Travis cut $2.3 million in staff requests. Cuts include a phasing out of the birth to age 2 program for children with special needs and $86,000 in funding to the Bootstrap program for students at risk of not graduating.
Other cuts include 11 regular teachers and seven special education teachers, four positions in health services and about 10 custodial positions. Reductions also include $157,000 for a new child care program that would have helped students in the district’s School-Age Parenting Program, more than $35,000 for staff training and professional improvement, and $33,000 for an after-school program (AIMS) for minority students.
- December, 1992: Citizen / School Board call-in to discuss the then $180M budget by Gail Perry.
- April, 1999: Budget Cuts Likely for Madison Schools: Declining Enrollment and Special Ed Costs Blamed by Doug Erickson.

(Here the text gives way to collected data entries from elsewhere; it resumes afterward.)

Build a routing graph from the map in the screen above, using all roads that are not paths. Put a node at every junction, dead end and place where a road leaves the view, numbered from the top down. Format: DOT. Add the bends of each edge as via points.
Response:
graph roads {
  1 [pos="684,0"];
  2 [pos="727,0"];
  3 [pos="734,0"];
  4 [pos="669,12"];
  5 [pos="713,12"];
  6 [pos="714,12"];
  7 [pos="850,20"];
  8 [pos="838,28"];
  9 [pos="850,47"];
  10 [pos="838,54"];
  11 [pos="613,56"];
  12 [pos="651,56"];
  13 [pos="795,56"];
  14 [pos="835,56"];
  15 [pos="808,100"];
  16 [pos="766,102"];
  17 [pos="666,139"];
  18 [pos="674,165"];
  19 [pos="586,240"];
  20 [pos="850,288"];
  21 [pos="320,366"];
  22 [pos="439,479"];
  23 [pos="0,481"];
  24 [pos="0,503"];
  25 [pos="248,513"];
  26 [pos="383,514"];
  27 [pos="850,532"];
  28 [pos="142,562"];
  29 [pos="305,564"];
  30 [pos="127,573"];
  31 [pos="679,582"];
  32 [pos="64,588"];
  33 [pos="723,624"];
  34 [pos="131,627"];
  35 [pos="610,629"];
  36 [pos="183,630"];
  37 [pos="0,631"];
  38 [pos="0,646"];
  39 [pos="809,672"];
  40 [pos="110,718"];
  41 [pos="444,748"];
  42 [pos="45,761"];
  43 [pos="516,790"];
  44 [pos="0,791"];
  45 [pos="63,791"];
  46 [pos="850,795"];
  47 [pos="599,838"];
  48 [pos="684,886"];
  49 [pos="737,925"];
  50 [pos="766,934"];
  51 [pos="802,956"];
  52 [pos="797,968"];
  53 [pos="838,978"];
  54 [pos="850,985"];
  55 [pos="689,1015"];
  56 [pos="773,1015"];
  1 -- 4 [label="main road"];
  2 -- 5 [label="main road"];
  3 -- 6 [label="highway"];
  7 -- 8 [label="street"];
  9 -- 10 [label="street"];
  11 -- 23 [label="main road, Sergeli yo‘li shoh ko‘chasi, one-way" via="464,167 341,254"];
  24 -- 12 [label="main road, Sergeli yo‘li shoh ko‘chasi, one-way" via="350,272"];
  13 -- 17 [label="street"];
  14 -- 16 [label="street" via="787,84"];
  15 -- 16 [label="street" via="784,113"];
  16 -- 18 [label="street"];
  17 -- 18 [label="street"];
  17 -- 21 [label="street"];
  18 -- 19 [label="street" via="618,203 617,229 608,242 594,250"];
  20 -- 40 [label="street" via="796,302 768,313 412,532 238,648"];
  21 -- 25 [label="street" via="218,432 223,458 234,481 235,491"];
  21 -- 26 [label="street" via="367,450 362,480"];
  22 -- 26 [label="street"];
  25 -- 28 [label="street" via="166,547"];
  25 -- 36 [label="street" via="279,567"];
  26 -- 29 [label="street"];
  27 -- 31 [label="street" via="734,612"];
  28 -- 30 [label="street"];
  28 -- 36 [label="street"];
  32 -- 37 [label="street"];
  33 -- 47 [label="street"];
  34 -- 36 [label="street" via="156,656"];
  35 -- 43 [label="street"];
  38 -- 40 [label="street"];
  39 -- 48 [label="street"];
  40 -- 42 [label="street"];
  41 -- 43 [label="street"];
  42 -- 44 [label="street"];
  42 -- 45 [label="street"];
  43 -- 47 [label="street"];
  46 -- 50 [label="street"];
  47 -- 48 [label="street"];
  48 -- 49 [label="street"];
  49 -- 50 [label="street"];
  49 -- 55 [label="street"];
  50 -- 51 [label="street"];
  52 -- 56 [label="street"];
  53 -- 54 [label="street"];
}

- Capital Times & Wisconsin State Journal archive searches (many articles):
- April, 1999 Wisconsin State Journal Editorial: Rainwater will Face Tough Choices
- October, 1992; Joyce Dehli’s Wisconsin State Journal article: Travis, Matthews: Schools’ New Boss Must Create Unity
- October 1994 Wisconsin State Journal Editorial: Either Back Wilhoyte or Fire Her
- School safety and spending were the topics of this September, 1992 article
- SIS comments on Art’s public retirement announcement
Fascinating. Perhaps someone will conduct a much more detailed review of the record, which would be rather useful over the next year or two.